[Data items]
————

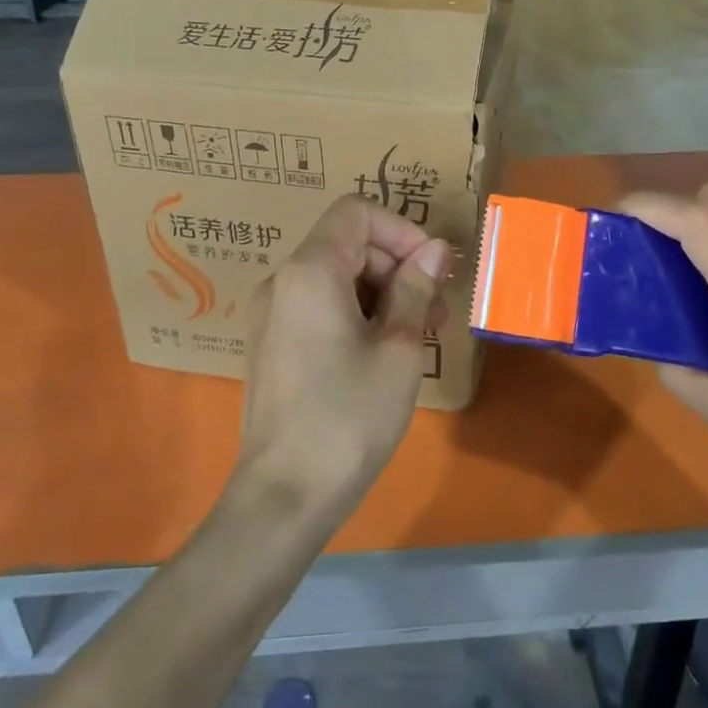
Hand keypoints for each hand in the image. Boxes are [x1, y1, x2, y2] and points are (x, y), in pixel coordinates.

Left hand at [234, 196, 451, 521]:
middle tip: (435, 312)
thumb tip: (436, 249)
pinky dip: (355, 314)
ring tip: (416, 336)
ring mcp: (271, 314)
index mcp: (310, 270)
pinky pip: (318, 306)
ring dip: (380, 293)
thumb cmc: (349, 415)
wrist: (285, 495)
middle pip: (347, 244)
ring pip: (335, 277)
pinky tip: (382, 354)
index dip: (401, 231)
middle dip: (396, 266)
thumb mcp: (397, 347)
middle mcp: (282, 281)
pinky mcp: (271, 345)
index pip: (357, 212)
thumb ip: (415, 288)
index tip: (432, 271)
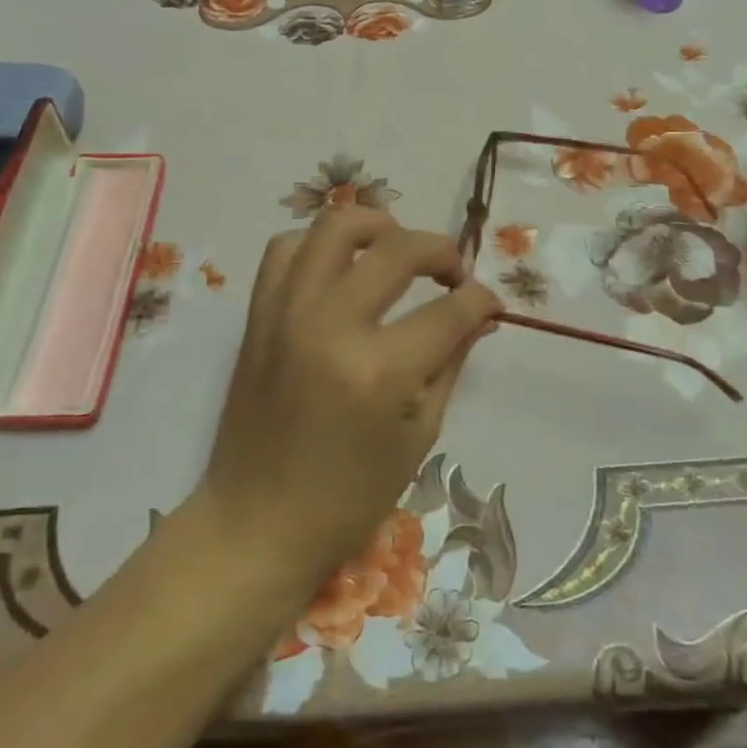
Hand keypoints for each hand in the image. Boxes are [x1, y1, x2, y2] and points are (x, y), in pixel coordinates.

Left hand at [197, 208, 499, 585]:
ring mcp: (288, 314)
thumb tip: (480, 315)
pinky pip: (285, 250)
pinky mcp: (258, 315)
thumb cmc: (349, 495)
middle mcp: (332, 326)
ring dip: (379, 226)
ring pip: (335, 226)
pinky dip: (318, 245)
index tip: (490, 304)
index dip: (481, 300)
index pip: (450, 310)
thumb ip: (451, 362)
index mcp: (381, 371)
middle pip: (399, 249)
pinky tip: (340, 267)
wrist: (257, 522)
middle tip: (453, 273)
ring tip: (397, 248)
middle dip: (441, 251)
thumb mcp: (419, 435)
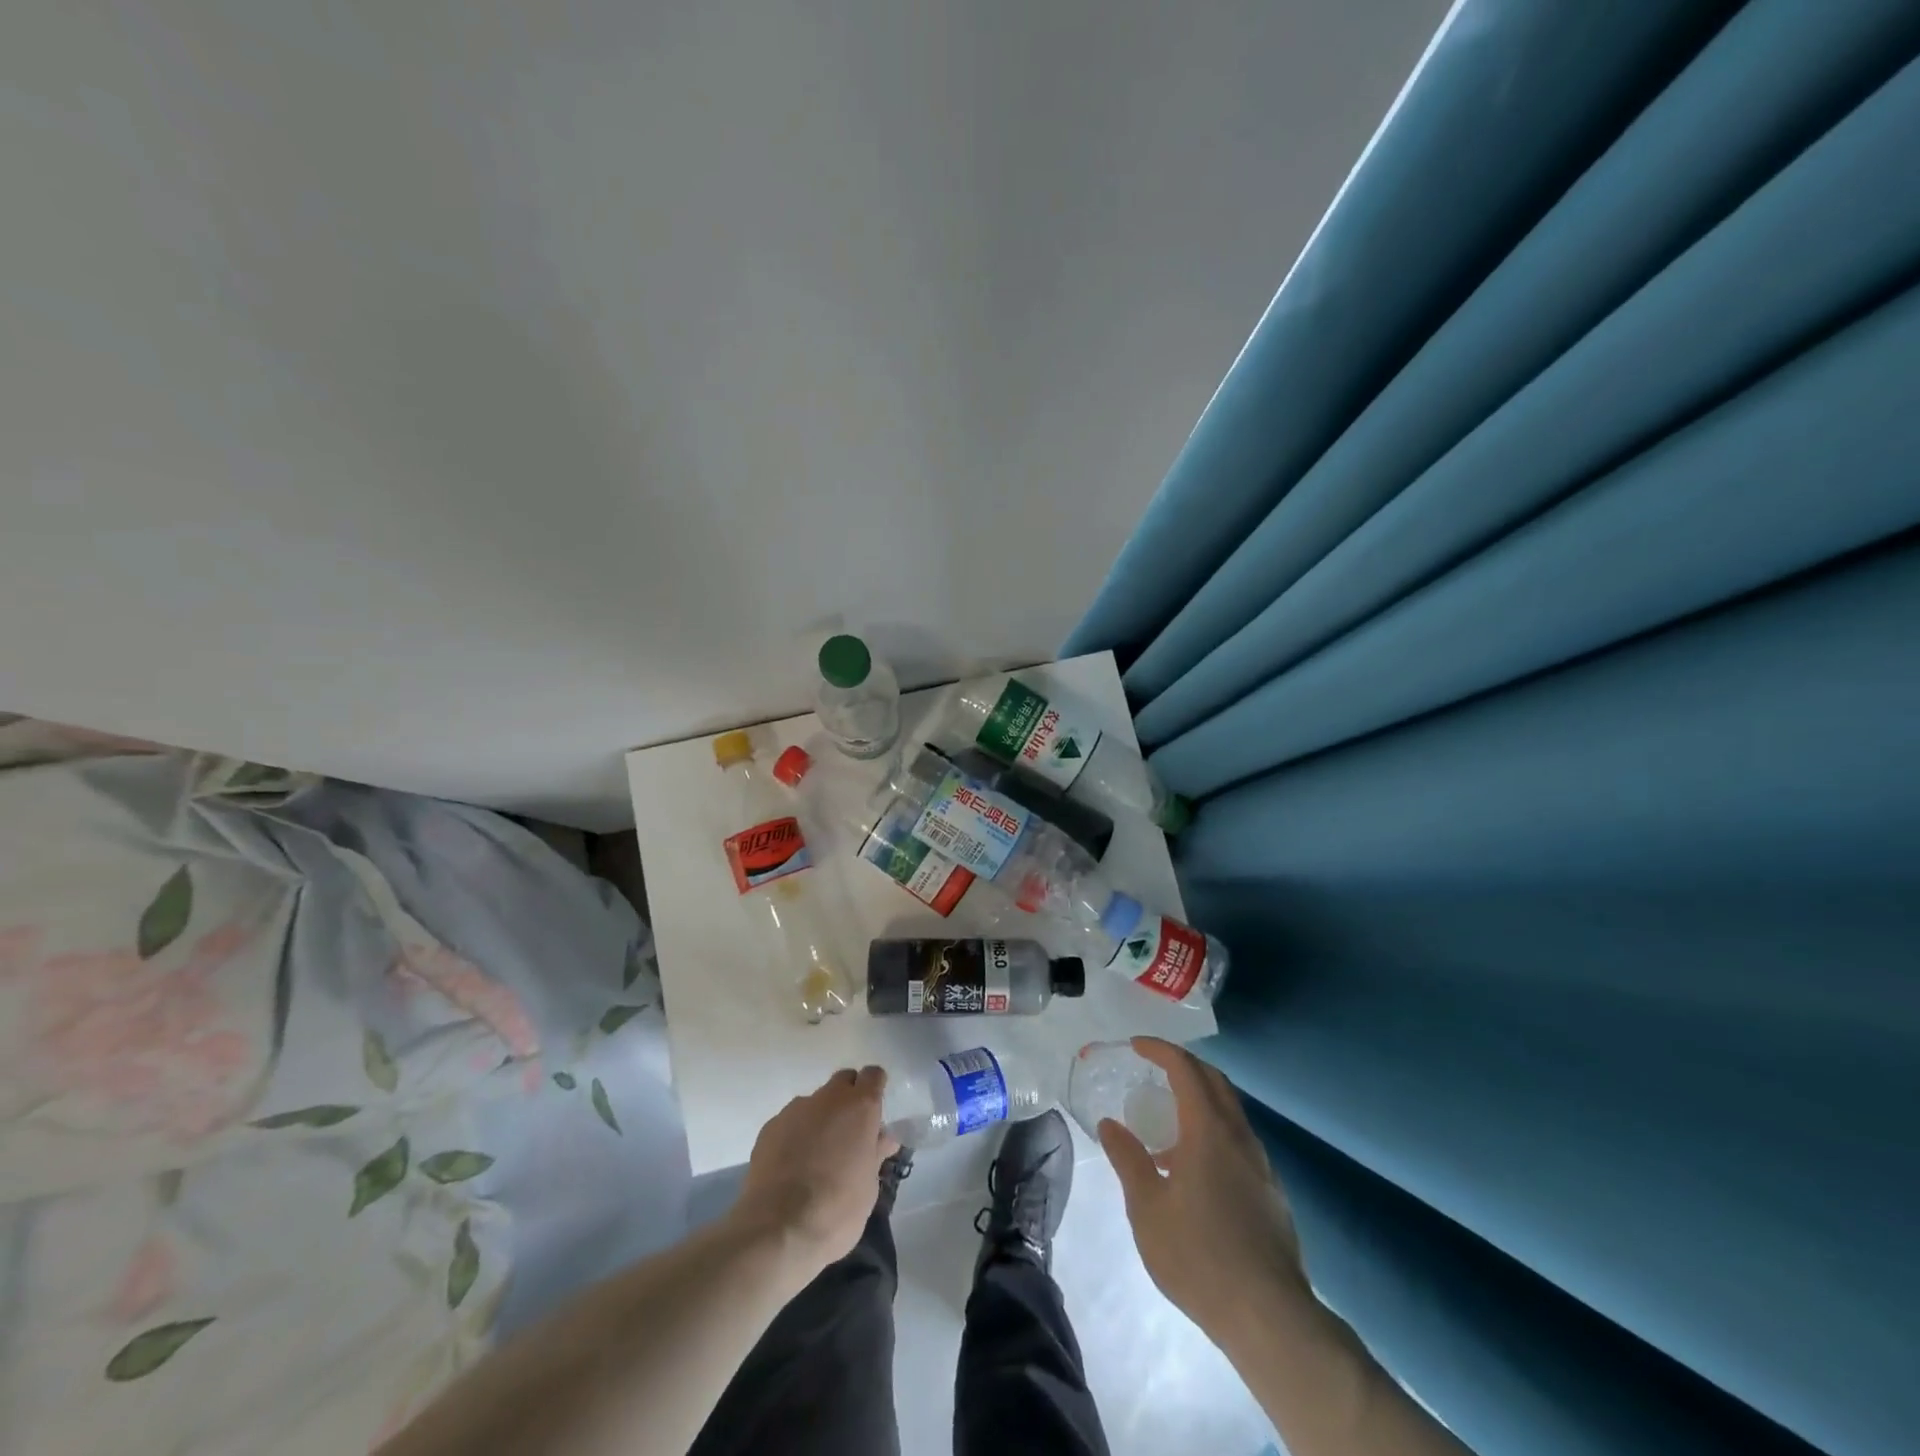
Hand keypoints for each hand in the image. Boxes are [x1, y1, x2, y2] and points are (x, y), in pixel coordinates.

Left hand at [731, 1066, 897, 1282]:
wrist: (777, 1229)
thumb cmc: (836, 1210)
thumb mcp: (868, 1188)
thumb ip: (875, 1154)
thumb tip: (883, 1138)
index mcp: (860, 1107)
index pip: (873, 1076)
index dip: (875, 1089)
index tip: (874, 1114)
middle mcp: (828, 1099)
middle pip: (843, 1081)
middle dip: (848, 1099)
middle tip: (849, 1134)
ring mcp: (795, 1110)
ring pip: (815, 1103)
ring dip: (821, 1119)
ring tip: (817, 1157)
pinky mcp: (769, 1127)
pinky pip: (790, 1122)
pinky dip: (796, 1135)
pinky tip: (792, 1167)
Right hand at [1099, 1037, 1309, 1340]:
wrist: (1270, 1317)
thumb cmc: (1199, 1256)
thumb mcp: (1147, 1209)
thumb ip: (1128, 1159)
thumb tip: (1110, 1124)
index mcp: (1208, 1131)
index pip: (1185, 1069)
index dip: (1160, 1050)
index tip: (1136, 1045)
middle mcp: (1239, 1137)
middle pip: (1214, 1081)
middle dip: (1184, 1065)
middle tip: (1153, 1068)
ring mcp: (1261, 1165)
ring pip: (1230, 1111)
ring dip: (1200, 1100)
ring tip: (1167, 1124)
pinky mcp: (1271, 1192)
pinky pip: (1239, 1141)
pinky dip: (1213, 1131)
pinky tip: (1194, 1168)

————

* _TASK TO CARRY OUT_: Repeat the entries faithfully. Any picture gets left out.

* _WRITTEN SOLUTION_:
Hand keypoints for each hand in the image. Boxes are [x1, y1, x2, y2] and points are (x, y), in pixel coordinates.

Left hand at [234, 196, 451, 521]:
middle tip: (435, 312)
thumb tip: (436, 249)
pinky dip: (355, 314)
ring tip: (416, 336)
ring mcp: (271, 314)
index mcp: (310, 270)
pinky pip: (318, 306)
ring dip: (380, 293)
thumb cmc: (349, 415)
wrist: (285, 495)
middle pip: (347, 244)
ring pip: (335, 277)
pinky tip: (382, 354)
index dip: (401, 231)
middle dip: (396, 266)
thumb mcp: (397, 347)
middle mcp: (282, 281)
pinky mcp: (271, 345)
index pip: (357, 212)
thumb ip: (415, 288)
index tip: (432, 271)
Hand keypoints for each hand in the image. Boxes are [x1, y1, x2, y2] and points are (x, y), in pixel coordinates.

Left hand at [197, 208, 499, 585]:
ring mcp: (288, 314)
thumb tip: (480, 315)
pinky pip: (285, 250)
pinky mcp: (258, 315)
thumb cmc: (349, 495)
middle mcp: (332, 326)
ring dip: (379, 226)
ring pip: (335, 226)
pinky dip: (318, 245)
index tip: (490, 304)
index dip: (481, 300)
index pip: (450, 310)
thumb ip: (451, 362)
index mcp: (381, 371)
middle pip: (399, 249)
pinky tip: (340, 267)
wrist: (257, 522)
middle tip: (453, 273)
ring tip: (397, 248)
middle dip: (441, 251)
thumb mcp: (419, 435)
Hand keypoints for each hand in the image. Boxes are [x1, y1, x2, y2] and points are (x, y), in pixel coordinates.

Left hand at [731, 1066, 897, 1282]:
wrist: (777, 1229)
thumb cmc: (836, 1210)
thumb mcp: (868, 1188)
thumb ip: (875, 1154)
thumb tip: (883, 1138)
index mcp: (860, 1107)
index pip: (873, 1076)
index dip: (875, 1089)
index tip: (874, 1114)
middle mcp: (828, 1099)
middle pip: (843, 1081)
middle dip: (848, 1099)
middle tip: (849, 1134)
ring mcp: (795, 1110)
ring pip: (815, 1103)
ring dip: (821, 1119)
ring tip: (817, 1157)
pinky mcp: (769, 1127)
pinky pip: (790, 1122)
pinky dip: (796, 1135)
pinky tip: (792, 1167)
Right hand at [1099, 1037, 1309, 1340]:
wrist: (1270, 1317)
thumb cmc: (1199, 1256)
thumb mcp: (1147, 1209)
thumb ip: (1128, 1159)
thumb tip: (1110, 1124)
index mcp: (1208, 1131)
index pip: (1185, 1069)
index dip: (1160, 1050)
index tip: (1136, 1045)
middle mcp: (1239, 1137)
middle pip: (1214, 1081)
middle dip: (1184, 1065)
middle tip: (1153, 1068)
ring mcp: (1261, 1165)
ring pip: (1230, 1111)
ring dip: (1200, 1100)
ring tip: (1167, 1124)
pinky mcp: (1271, 1192)
pinky pip: (1239, 1141)
pinky dip: (1213, 1131)
pinky tip: (1194, 1168)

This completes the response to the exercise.